I think it's the first option. 2x GB203 glued together, but clocked lower.
How else would a dual 400W turn into 600W?
Speculation
Did they choose 600W because they didn't want to add another 16pin 12VHPWR connector?
or does the CoWoS-L interconnect bottleneck and not benefit from more power into the chip?
or they are leaving headroom for an 800W 5090Ti?
I expect the 5090 to run cool, so long as your case can keep up with the total heat it dumps. That is a huge die and would be easy to cool with a vapor chamber.
Generally power and performance do not scale linearly, once you pass a threshold adding more power doesn't do much for performance, just look at the Ryzen 9000 series reviews, specifically stock vs PBO enabled, around double the power for maybe 10 % more performance.

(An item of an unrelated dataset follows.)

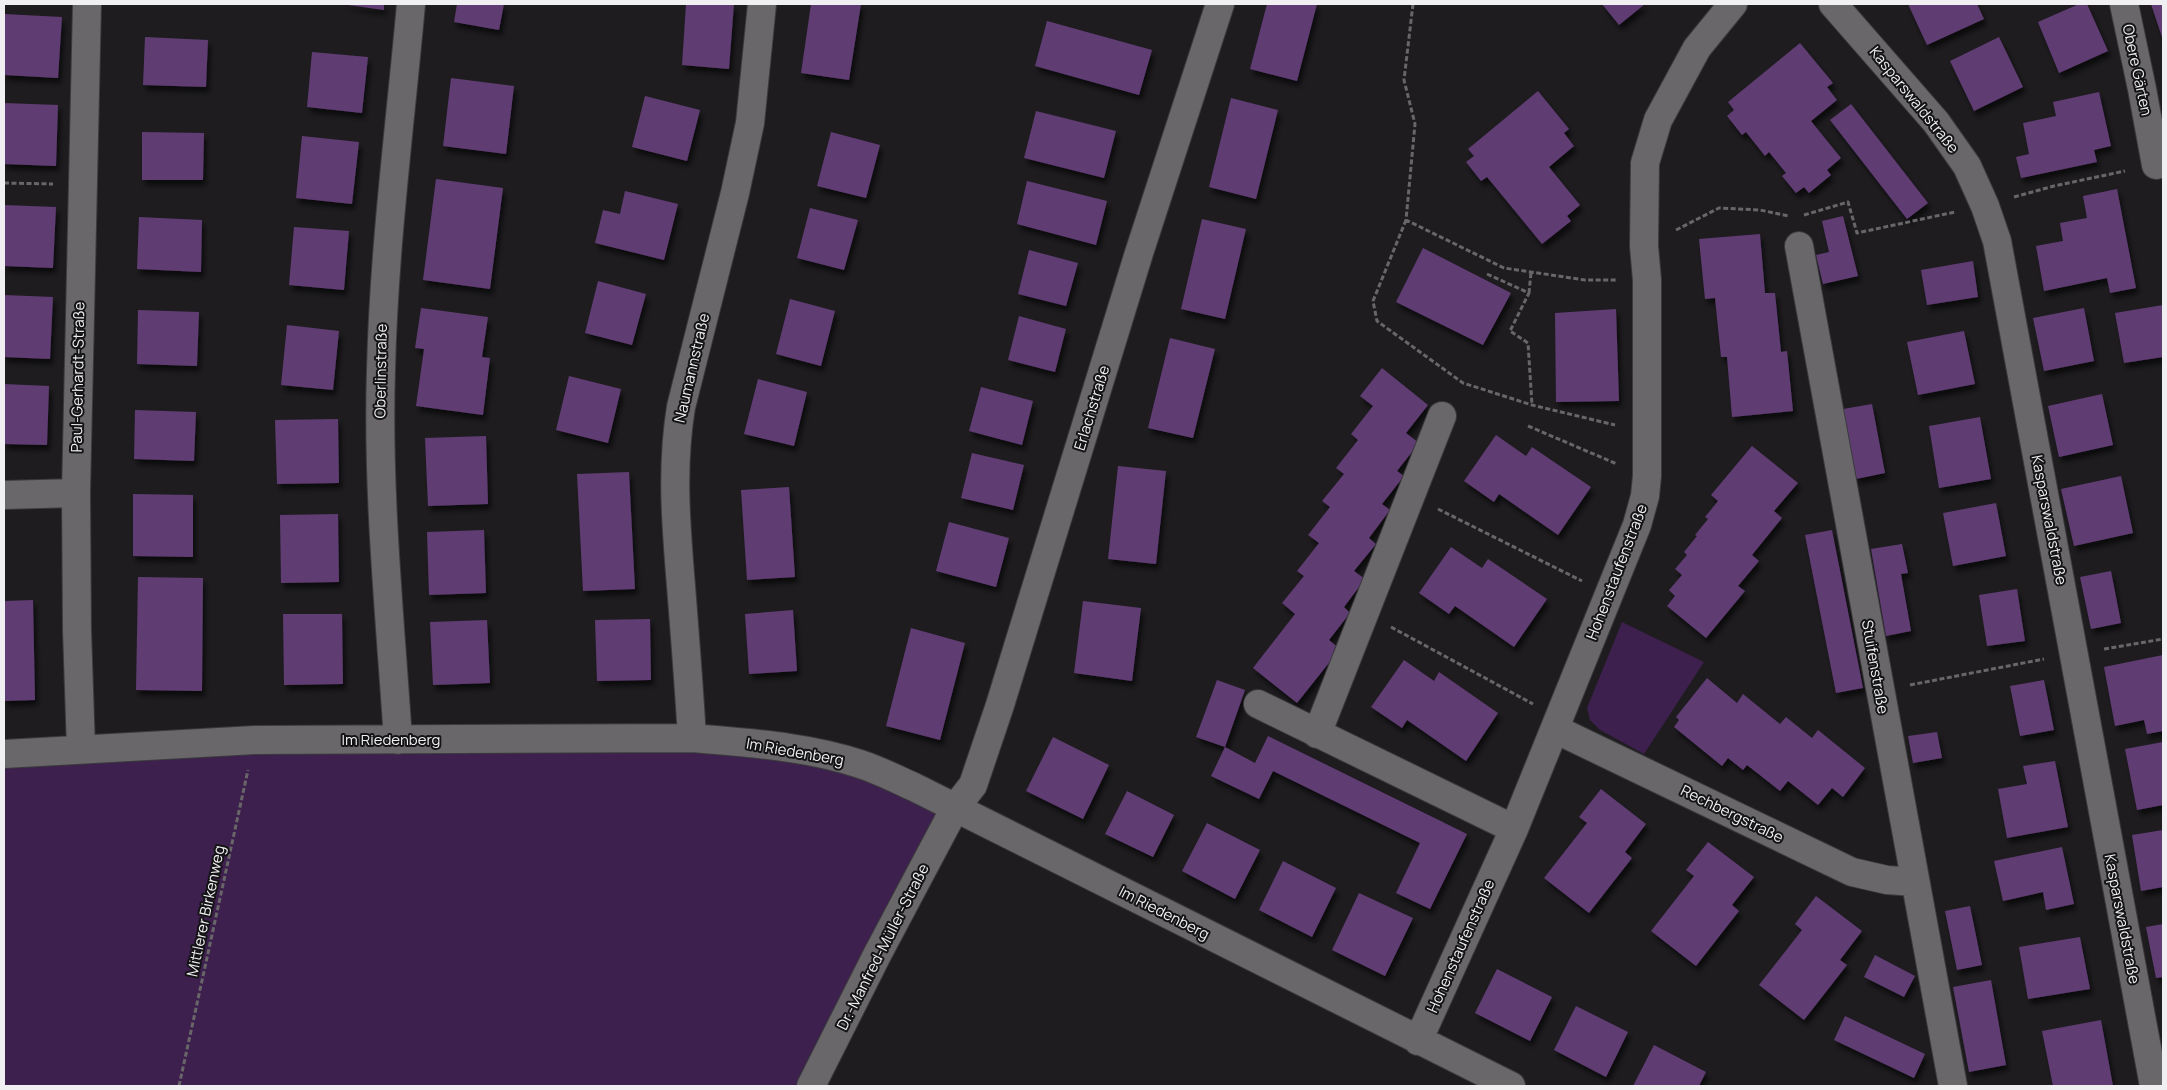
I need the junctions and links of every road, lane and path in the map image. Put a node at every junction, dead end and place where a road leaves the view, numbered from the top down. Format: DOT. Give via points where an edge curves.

It could be a case of with the 5080 they are pushing it as far as possible in terms of power because they have the headroom, given they have 675 W available (600 W from power connector plus 75 W from PCIe slot) so pushing to 400 W isn't too hard but it may not actually gain much performance versus if they capped it at say 300 W. Then with the 5090 they may just not be pushing it so hard and cap the whole thing at 600 W but are still able to get most of the total theoretical performance out of the chip.
For applications where you want high performance but low power you generally want to go for more cores but lower clocks and lower power limits to run those cores more efficiently since running the cores close to their maximum performance isn't very efficient.